The songs from High, Wide and Handsome are mostly sung by Dunne in her lovely semi-operatic voice. There is one song, Will You Marry Me Tomorrow, Maria? that is sung by William Frawley. The sight of the future Fred Mertz doing a jaunty little song and dance might be a bit startling, but it works very well here. There's an unabashed joy in the performance, mirroring the joy of the marriage. It's a funny little song that is a treat to hear.
Dunne does marvelous in two standout numbers. Can I Forget You? is a beautiful love song, full of longing and romance. The other, The Folks Who Live on the Hill, has a similar feel, one with a sense of optimism on starting a new life with the one you love. It's a credit to the songwriting mastery of Kern and Hammerstein that these numbers are both lovely to hear and express characters' feelings.
Acting wise, Dunne played Mary as a strong woman but also one deeply hurt by her husband's neglect.

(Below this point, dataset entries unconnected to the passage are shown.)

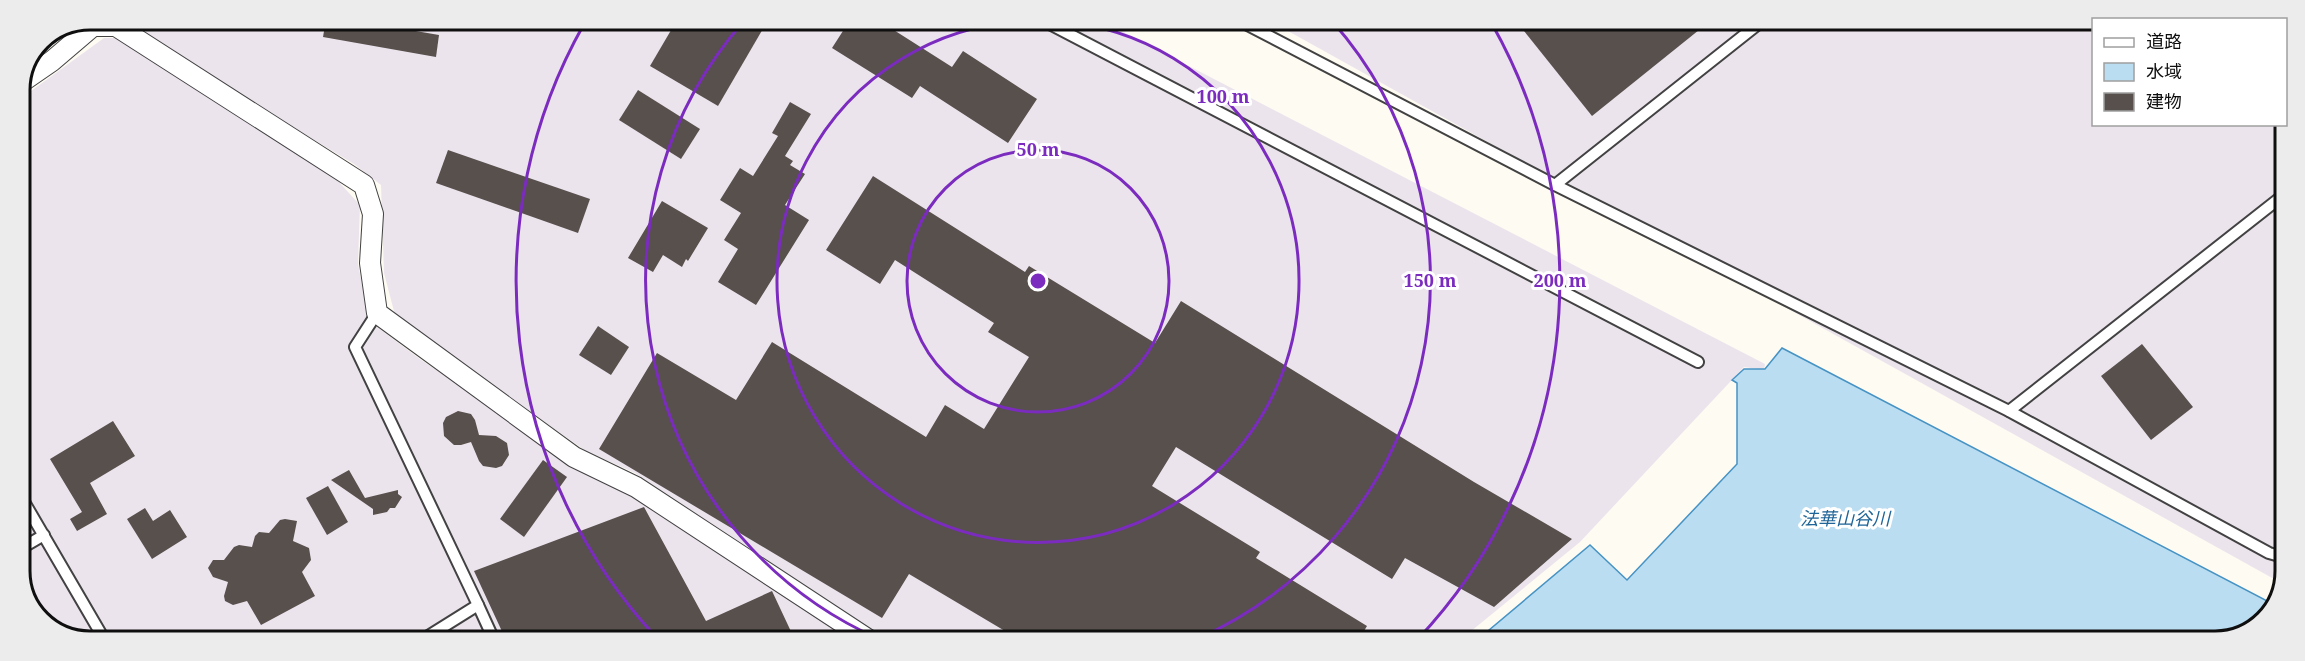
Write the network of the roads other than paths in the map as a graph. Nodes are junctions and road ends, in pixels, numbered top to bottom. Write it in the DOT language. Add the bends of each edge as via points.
graph roads {
  1 [pos="88,30"];
  2 [pos="122,30"];
  3 [pos="1061,30"];
  4 [pos="1256,30"];
  5 [pos="1751,30"];
  6 [pos="32,75"];
  7 [pos="1555,185"];
  8 [pos="2275,202"];
  9 [pos="377,313"];
  10 [pos="1698,362"];
  11 [pos="2009,411"];
  12 [pos="30,512"];
  13 [pos="44,536"];
  14 [pos="30,544"];
  15 [pos="2275,555"];
  16 [pos="478,605"];
  17 [pos="99,631"];
  18 [pos="436,631"];
  19 [pos="490,631"];
  20 [pos="855,631"];
  1 -- 6 [label="street"];
  2 -- 9 [label="street" via="364,185 373,214 370,263"];
  3 -- 10 [label="lane"];
  4 -- 7 [label="lane"];
  5 -- 7 [label="lane"];
  7 -- 11 [label="lane"];
  8 -- 11 [label="lane"];
  9 -- 16 [label="lane" via="355,347"];
  9 -- 20 [label="street" via="574,457 636,487"];
  11 -- 15 [label="lane"];
  12 -- 13 [label="lane"];
  13 -- 14 [label="lane"];
  13 -- 17 [label="lane"];
  16 -- 18 [label="lane"];
  16 -- 19 [label="lane"];
}
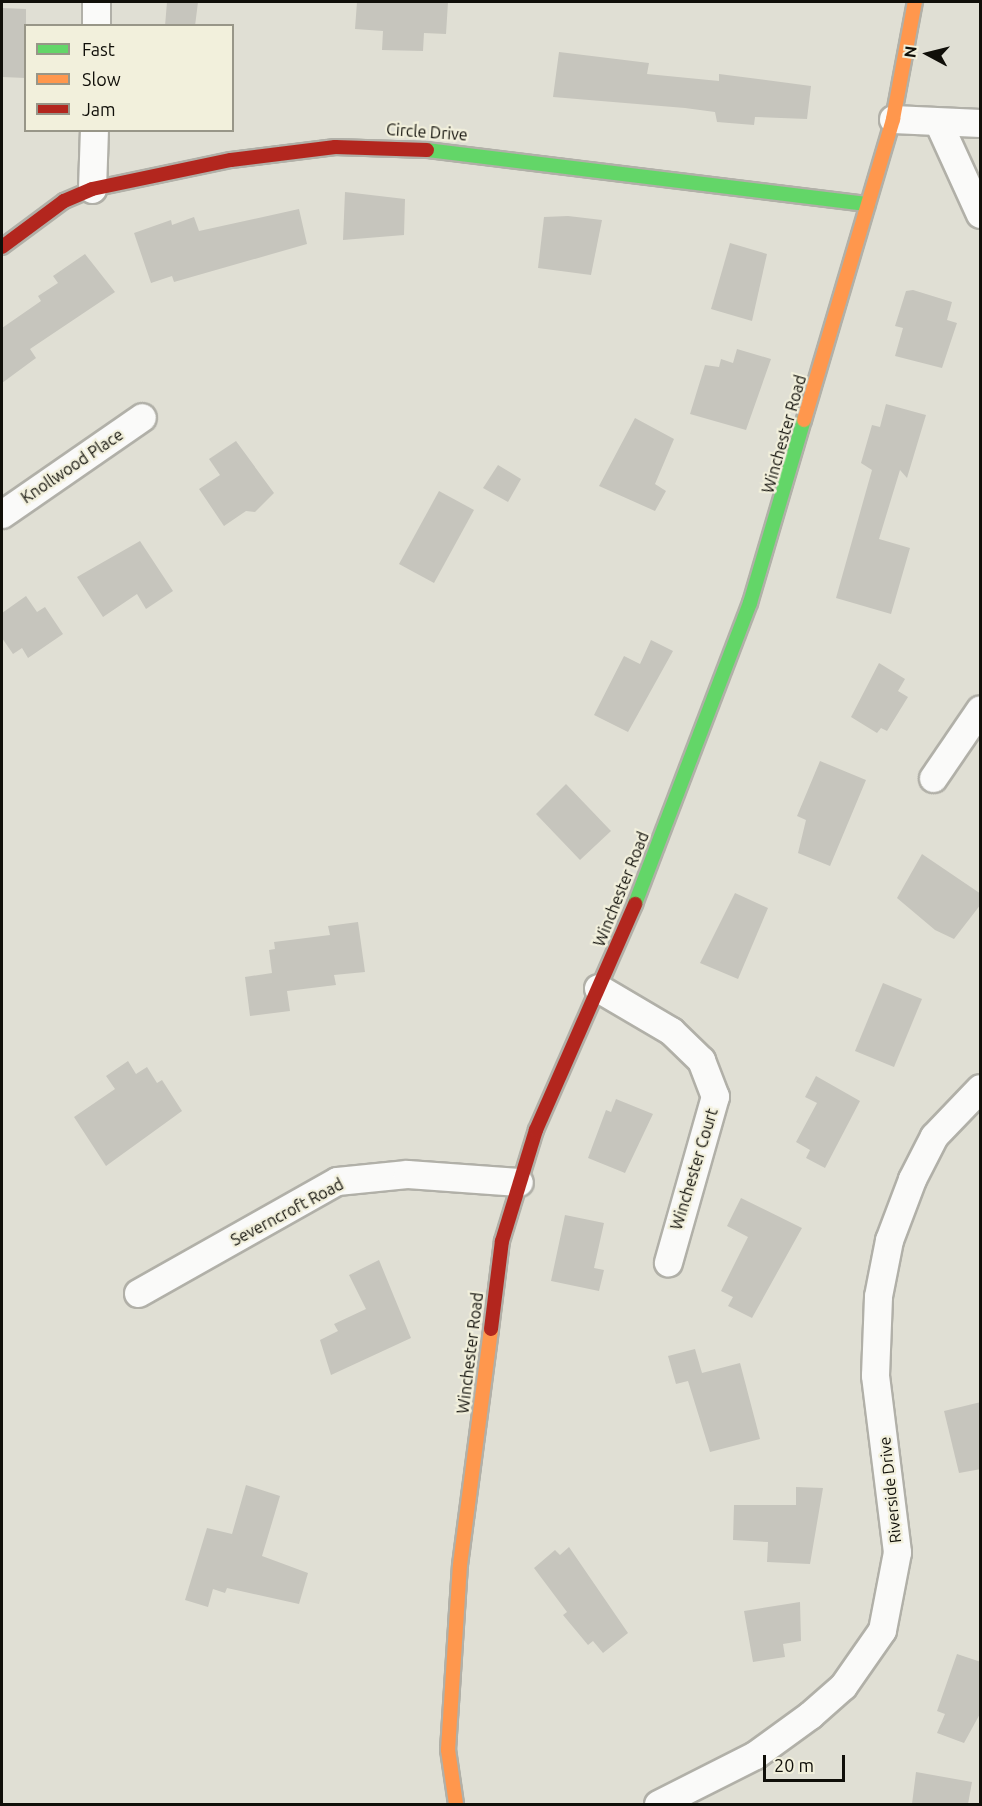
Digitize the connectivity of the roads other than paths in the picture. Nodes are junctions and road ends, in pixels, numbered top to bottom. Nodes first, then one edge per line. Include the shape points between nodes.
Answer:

She comes alive when doing a duet with Lamour, Alleghany Al, but when she learns that Peter has sold their hill, her heartbreak is moving.

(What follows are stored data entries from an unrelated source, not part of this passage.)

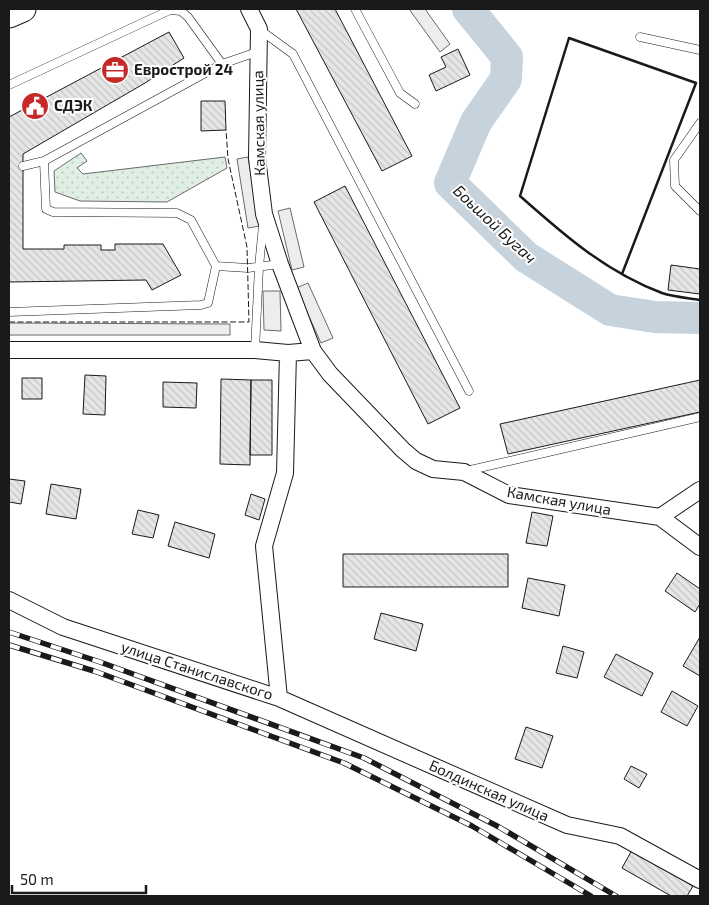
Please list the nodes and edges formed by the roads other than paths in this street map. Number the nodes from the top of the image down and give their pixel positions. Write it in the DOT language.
graph roads {
  1 [pos="23,9"];
  2 [pos="249,9"];
  3 [pos="355,9"];
  4 [pos="9,15"];
  5 [pos="258,29"];
  6 [pos="640,37"];
  7 [pos="700,50"];
  8 [pos="257,52"];
  9 [pos="222,64"];
  10 [pos="9,85"];
  11 [pos="415,104"];
  12 [pos="700,123"];
  13 [pos="44,160"];
  14 [pos="23,166"];
  15 [pos="700,211"];
  16 [pos="264,214"];
  17 [pos="280,264"];
  18 [pos="216,266"];
  19 [pos="259,267"];
  20 [pos="9,312"];
  21 [pos="9,350"];
  22 [pos="256,350"];
  23 [pos="313,351"];
  24 [pos="288,353"];
  25 [pos="469,391"];
  26 [pos="700,417"];
  27 [pos="464,472"];
  28 [pos="700,490"];
  29 [pos="660,517"];
  30 [pos="700,547"];
  31 [pos="9,600"];
  32 [pos="279,698"];
  33 [pos="700,880"];
  1 -- 4 [label="main road"];
  2 -- 5 [label="street, Камская улица"];
  3 -- 11 [label="lane"];
  5 -- 8 [label="street, Камская улица"];
  5 -- 25 [label="lane"];
  6 -- 7 [label="lane"];
  8 -- 9 [label="lane"];
  8 -- 16 [label="street, Камская улица"];
  9 -- 10 [label="lane"];
  9 -- 13 [label="lane"];
  12 -- 15 [label="lane"];
  13 -- 14 [label="lane"];
  13 -- 18 [label="lane"];
  16 -- 17 [label="street, Камская улица"];
  16 -- 19 [label="lane"];
  17 -- 19 [label="lane"];
  17 -- 23 [label="street, Камская улица"];
  18 -- 19 [label="lane"];
  18 -- 20 [label="lane"];
  19 -- 22 [label="lane"];
  21 -- 22 [label="street"];
  22 -- 24 [label="street"];
  23 -- 24 [label="street"];
  23 -- 27 [label="street, Камская улица"];
  24 -- 32 [label="street, улица Станиславского"];
  26 -- 27 [label="lane"];
  27 -- 29 [label="street, Камская улица"];
  28 -- 29 [label="street"];
  29 -- 30 [label="street"];
  31 -- 32 [label="street, улица Станиславского"];
  32 -- 33 [label="street, Болдинская улица"];
}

Scott was not asked to sing, so I imagine he couldn't. Despite this, I can see the appeal of Randolph Scott, at least early in his career. He is the definition of "rugged", an extremely good-looking man who is able to command the screen. At times he did appear a bit overenthusiastic when rallying his men to keep building the pipeline to circumvent the railroad barons, but I cut him some slack here.
He plays his love scenes with Dunne beautifully. The love in his eyes reveals more than words could, a credit to him as an actor here.
Patterson was delightful as the wise Grandma. She was playful but also direct. Most importantly, she played a Christian woman aware of her own flaws. When she sees Molly in her house, she's shocked. "A shantyboat woman? In MY parlor?!", the disbelief registering her moral outrage. When Mary tells her that Molly was suffering from hypothermia and badly injured, Patterson's face quickly changes from moral outrage to genuine concern. "Guess I better heat some water," she says, recognizing her Christian duty to care for others trumped her indignation at Molly's profession.
It is a surprise to see Charles Bickford and Alan Hale as villains, and they did a good job even if they did seem a bit over-the-top. However, I think that was the point.
High, Wide and Handsome is a pleasant enough film which should entertain. It has some beautiful songs and might, with some work, be worth a remake.